2015 J. Roy Houston Conservation Partnership Award
Katherine Mabis McKenna was an accomplished woman. As a young woman, she studied painting at the renowned Cape Cod School of Art, studied abroad for a year, and then graduated from the University of Wisconsin in 1918. Her passion for the natural world led her to study horticulture in the Netherlands, Ikebana style of flower arranging during several trips to Japan, and landscape design at the then-Pennsylvania School of Horticulture for Women.
At her home and at the Greensburg Garden and Civic Center, she created “educational landscapes,” where visitors could not only enjoy the aesthetic qualities of the plantings but also learn about their characteristics and care.

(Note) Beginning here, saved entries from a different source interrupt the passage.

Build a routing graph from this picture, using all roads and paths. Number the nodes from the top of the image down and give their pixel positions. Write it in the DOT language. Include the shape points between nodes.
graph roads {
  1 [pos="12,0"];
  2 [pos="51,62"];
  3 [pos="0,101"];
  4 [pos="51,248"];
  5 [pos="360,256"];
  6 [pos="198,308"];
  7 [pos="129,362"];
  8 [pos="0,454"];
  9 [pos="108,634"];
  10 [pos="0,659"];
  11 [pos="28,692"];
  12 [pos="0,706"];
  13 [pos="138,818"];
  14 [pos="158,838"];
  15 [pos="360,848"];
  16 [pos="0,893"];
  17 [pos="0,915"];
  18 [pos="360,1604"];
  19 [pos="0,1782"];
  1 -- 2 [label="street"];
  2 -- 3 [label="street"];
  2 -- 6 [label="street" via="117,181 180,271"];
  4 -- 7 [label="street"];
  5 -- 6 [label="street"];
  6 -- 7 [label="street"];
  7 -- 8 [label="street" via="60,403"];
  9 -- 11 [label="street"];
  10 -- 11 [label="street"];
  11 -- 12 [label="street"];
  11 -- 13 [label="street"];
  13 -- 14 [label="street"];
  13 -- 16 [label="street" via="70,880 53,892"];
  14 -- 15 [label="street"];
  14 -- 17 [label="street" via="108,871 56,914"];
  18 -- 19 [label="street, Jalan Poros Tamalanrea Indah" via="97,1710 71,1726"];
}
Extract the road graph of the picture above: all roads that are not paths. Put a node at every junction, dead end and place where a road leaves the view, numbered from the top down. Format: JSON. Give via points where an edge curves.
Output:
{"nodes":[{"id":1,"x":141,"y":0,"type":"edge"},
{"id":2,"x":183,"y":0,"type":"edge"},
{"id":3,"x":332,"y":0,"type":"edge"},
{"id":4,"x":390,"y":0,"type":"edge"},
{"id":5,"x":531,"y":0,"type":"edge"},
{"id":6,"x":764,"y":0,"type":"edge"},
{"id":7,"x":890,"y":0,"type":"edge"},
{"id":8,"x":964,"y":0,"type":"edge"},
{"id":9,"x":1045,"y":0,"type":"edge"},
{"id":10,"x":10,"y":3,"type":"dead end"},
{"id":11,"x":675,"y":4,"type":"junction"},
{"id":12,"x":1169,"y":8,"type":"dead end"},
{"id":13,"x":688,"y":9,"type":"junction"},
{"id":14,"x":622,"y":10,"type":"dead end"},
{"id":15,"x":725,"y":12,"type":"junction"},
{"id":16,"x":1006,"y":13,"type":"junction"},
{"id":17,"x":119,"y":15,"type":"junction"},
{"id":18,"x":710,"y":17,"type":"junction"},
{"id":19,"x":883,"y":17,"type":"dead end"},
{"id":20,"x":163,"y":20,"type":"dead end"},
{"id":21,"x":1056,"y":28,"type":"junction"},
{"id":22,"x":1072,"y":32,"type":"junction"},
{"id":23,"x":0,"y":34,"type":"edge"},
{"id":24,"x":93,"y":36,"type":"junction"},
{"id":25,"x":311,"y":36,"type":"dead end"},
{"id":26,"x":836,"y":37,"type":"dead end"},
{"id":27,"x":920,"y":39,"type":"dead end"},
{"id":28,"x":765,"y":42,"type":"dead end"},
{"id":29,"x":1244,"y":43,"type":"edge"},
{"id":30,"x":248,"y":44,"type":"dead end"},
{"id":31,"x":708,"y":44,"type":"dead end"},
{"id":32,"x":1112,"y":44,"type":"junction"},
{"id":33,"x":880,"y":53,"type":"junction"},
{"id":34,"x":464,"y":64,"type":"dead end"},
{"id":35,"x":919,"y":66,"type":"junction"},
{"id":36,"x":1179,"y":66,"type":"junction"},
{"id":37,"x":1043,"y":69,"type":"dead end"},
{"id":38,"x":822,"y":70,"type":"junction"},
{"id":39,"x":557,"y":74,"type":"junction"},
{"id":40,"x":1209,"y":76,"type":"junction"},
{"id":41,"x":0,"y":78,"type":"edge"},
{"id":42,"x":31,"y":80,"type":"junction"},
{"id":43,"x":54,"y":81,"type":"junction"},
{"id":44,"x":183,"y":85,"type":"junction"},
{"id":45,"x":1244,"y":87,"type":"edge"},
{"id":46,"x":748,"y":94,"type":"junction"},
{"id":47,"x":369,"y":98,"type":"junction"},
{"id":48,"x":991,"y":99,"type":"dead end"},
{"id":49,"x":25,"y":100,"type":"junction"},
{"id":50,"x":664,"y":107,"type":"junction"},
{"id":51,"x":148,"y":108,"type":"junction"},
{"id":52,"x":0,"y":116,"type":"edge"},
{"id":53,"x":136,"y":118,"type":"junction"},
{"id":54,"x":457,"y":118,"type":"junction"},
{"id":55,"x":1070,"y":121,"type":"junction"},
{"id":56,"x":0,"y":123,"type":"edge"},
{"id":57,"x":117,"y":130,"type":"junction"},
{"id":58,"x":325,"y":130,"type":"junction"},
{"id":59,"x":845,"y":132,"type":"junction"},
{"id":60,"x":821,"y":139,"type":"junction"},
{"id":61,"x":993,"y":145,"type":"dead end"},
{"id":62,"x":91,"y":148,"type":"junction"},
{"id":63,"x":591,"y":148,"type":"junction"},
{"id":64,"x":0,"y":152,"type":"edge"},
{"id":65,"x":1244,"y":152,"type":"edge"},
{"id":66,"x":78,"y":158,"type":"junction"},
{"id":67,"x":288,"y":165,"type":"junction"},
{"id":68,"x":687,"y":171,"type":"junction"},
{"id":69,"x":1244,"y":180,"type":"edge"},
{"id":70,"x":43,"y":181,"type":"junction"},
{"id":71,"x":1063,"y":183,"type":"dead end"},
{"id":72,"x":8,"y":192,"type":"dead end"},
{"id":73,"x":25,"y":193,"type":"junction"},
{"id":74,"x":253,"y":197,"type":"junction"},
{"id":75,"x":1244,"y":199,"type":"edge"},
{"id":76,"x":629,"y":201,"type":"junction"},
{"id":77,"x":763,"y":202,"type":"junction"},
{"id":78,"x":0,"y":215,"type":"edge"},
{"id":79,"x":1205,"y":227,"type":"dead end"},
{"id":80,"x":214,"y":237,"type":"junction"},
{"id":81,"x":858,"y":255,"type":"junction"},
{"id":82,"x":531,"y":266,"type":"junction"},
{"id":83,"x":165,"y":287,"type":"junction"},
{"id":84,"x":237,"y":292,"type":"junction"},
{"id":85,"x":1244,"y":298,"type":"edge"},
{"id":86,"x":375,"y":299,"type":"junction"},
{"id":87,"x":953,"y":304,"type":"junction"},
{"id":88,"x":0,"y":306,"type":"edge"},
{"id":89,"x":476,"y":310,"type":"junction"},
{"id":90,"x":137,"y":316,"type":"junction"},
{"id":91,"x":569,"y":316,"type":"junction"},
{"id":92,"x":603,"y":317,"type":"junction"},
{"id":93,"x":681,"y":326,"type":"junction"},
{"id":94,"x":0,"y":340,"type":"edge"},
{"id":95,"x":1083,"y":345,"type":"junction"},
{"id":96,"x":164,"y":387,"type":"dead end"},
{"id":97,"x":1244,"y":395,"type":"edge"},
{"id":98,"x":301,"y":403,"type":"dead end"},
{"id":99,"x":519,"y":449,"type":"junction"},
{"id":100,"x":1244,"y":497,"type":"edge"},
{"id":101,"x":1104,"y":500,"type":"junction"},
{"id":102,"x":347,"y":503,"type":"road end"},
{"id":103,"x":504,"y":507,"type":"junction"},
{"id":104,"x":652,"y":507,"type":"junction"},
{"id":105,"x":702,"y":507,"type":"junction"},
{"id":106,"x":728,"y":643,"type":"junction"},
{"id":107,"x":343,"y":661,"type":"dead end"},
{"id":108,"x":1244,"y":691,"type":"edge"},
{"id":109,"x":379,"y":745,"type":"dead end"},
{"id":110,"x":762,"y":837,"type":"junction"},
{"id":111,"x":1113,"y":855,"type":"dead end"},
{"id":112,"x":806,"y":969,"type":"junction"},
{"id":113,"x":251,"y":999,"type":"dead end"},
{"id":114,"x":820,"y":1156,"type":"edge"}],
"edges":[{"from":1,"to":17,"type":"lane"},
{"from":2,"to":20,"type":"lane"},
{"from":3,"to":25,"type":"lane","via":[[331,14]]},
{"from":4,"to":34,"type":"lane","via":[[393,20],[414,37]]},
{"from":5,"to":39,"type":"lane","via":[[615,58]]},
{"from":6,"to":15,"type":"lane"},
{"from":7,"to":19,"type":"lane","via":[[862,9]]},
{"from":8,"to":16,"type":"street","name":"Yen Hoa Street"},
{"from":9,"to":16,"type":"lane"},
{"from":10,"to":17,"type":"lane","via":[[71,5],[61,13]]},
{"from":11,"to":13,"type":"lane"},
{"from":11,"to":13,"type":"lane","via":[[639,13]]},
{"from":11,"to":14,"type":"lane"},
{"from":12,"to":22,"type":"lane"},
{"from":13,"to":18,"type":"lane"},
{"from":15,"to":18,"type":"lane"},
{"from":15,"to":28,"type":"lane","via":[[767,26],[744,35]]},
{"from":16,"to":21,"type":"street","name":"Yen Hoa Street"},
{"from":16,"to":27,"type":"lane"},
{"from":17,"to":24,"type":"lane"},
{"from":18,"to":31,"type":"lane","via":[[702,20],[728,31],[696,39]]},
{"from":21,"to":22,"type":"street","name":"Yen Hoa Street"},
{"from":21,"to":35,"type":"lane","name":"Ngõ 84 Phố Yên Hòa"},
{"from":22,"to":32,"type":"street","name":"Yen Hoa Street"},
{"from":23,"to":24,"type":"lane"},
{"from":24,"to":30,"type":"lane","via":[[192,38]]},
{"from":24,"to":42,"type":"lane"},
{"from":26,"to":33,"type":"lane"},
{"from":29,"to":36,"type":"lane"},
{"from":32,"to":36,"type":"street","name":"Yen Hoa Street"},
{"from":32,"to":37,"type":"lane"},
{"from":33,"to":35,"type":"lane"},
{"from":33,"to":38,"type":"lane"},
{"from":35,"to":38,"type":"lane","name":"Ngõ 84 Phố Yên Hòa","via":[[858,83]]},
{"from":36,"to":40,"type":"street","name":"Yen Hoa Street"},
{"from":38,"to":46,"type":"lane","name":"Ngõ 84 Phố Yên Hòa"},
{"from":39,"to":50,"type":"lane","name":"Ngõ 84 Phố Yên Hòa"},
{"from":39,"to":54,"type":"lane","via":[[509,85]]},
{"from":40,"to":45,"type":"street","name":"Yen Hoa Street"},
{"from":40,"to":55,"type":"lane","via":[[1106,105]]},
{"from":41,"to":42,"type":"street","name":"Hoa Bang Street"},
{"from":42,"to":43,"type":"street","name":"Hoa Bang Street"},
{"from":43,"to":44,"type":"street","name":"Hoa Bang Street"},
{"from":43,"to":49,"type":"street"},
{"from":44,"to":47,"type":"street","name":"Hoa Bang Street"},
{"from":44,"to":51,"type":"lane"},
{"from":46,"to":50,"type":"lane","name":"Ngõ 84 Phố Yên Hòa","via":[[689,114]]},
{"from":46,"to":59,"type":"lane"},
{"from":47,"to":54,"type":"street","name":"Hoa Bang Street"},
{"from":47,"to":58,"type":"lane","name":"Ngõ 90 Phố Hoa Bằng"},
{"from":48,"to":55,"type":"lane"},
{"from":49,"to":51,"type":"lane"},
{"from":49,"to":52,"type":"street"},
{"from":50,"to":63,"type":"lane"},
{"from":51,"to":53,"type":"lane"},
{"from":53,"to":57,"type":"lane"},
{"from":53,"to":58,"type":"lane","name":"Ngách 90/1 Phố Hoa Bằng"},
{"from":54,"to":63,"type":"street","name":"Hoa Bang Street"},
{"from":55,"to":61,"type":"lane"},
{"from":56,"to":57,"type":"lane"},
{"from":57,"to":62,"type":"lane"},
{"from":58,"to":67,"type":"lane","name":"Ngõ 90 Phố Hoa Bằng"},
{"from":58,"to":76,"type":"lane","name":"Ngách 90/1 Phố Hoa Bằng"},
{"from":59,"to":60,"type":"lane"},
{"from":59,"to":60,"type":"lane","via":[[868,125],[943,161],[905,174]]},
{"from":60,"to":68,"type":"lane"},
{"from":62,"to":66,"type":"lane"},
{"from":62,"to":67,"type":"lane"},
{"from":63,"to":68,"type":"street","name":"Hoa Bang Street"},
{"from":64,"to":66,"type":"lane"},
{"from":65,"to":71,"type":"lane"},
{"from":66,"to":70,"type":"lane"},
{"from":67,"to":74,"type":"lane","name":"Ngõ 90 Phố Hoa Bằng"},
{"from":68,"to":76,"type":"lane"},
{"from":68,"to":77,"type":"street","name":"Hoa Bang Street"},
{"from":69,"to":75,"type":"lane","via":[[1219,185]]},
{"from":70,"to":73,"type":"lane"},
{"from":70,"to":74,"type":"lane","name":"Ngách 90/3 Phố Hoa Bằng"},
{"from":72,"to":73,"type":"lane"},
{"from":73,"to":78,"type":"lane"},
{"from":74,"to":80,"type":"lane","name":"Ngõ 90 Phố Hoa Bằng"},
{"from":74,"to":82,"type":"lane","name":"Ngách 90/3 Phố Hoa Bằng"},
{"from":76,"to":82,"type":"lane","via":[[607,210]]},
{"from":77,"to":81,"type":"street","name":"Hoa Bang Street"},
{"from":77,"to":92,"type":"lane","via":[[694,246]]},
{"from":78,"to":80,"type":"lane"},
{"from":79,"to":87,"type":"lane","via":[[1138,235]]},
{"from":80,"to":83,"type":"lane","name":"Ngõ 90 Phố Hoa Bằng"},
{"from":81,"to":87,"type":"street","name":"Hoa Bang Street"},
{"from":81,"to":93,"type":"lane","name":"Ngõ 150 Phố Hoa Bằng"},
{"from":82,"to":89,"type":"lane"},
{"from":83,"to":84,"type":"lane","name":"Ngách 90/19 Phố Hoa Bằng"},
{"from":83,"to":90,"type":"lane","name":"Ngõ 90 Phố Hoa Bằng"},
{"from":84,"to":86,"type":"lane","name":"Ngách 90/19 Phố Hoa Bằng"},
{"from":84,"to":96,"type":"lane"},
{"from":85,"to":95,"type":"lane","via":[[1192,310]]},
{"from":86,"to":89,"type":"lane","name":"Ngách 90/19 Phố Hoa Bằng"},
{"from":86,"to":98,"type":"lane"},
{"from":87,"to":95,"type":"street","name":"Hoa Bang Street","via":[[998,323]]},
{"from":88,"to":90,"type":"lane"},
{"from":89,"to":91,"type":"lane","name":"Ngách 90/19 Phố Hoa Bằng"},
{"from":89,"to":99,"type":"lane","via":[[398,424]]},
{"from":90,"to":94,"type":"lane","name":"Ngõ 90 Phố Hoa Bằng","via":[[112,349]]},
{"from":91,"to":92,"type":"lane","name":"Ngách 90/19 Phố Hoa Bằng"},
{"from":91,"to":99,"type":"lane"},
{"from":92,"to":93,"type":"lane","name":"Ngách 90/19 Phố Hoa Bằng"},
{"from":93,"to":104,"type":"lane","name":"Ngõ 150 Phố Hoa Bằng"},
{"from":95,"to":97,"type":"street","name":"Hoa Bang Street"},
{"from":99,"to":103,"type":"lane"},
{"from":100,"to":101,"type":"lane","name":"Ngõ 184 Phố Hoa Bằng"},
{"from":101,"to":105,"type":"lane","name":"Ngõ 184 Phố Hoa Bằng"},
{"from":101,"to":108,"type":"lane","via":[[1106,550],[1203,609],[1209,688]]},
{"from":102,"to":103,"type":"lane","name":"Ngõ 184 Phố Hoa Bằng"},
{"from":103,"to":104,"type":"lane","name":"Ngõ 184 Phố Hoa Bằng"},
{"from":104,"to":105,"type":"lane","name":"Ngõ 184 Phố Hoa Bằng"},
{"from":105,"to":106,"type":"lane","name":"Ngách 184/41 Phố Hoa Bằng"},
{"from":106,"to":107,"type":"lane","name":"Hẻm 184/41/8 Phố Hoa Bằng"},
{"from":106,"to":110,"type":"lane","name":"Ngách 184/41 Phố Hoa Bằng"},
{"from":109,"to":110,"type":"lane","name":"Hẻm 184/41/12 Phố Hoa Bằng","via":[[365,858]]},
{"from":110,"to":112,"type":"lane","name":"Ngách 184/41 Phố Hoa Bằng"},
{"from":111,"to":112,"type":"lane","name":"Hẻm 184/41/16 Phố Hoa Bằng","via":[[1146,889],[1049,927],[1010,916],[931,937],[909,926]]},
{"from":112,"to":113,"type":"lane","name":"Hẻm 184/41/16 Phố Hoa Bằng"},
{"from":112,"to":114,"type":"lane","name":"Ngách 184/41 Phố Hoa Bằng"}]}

In her later years, she did much to enhance the quality of life in our region, and created a foundation in memory of her son, Mennel, to continue that work.
The Westmoreland Conservation District has been fortunate to be the recipient of support from her legacy, the Katherine Mabis McKenna Foundation, for more than 20 years.
The foundation has always encouraged collaboration, and been a lead supporter in co-locating like-minded conservation agencies first in Donohoe Center (in 1994) and then, as they grew, on the expanded conservation campus (1998, 2007, and 2014).
In 1995, the foundation helped the District expand and revitalize Ann Rudd Saxman Nature Park in Hempfield Township.
The following year, the foundation helped to create the Monastery Run Improvement Project, bringing together a coalition of agencies to pioneer the use of passive wetlands to treat a stream degraded with pollution from abandoned coal mines.
And for many years, the Katherine Mabis McKenna Foundation has helped to support regional trail development and created one of the longest – and best – trails in the United States, the Great Allegheny Passage.
The Katherine Mabis McKenna Foundation is led by Chairman Linda McKenna Boxx, Vice Chairman Zan McKenna Rich, and Treasurer Nathan McKenna Boxx.
The J. Roy Houston Partnership Award is sponsored by Peoples Natural Gas Company. Roy was the volunteer chairman of the Westmoreland Conservation District for 40 years – the longest volunteer commitment in the District’s history. Roy worked for many years as marketing manager at Peoples Gas and it was that company’s commitment to employee volunteerism that introduced Roy to the Westmoreland Conservation District in 1968.
The J. Roy Houston Partnership Award was established in 2011 and has been given to: The Westmoreland County Commissioners, past and present – 2012; Jacobs Creek Watershed Association -- 2013; Adam Eidemiller, Inc. -- 2014; and The Katherine Mabis McKenna Foundation – 2015.
The Westmoreland Conservation District helps people use resources wisely.
The organization was established in 1949, when local farmers, seeking help to conserve their soil and water resources, approached the County Commissioners.
As the county has grown and changed in the 66 years since then, the District has responded with new programs to help ensure minimal negative impact on all aspects of the county’s natural wealth – its soils, forests, streams, and open space – as well as its valuable, productive farmland. In addition to its science-based efforts, the District serves as a clearinghouse for conservation information.
The District is located in a restored 1880s-era barn now located at 218 Donohoe Road, Greensburg.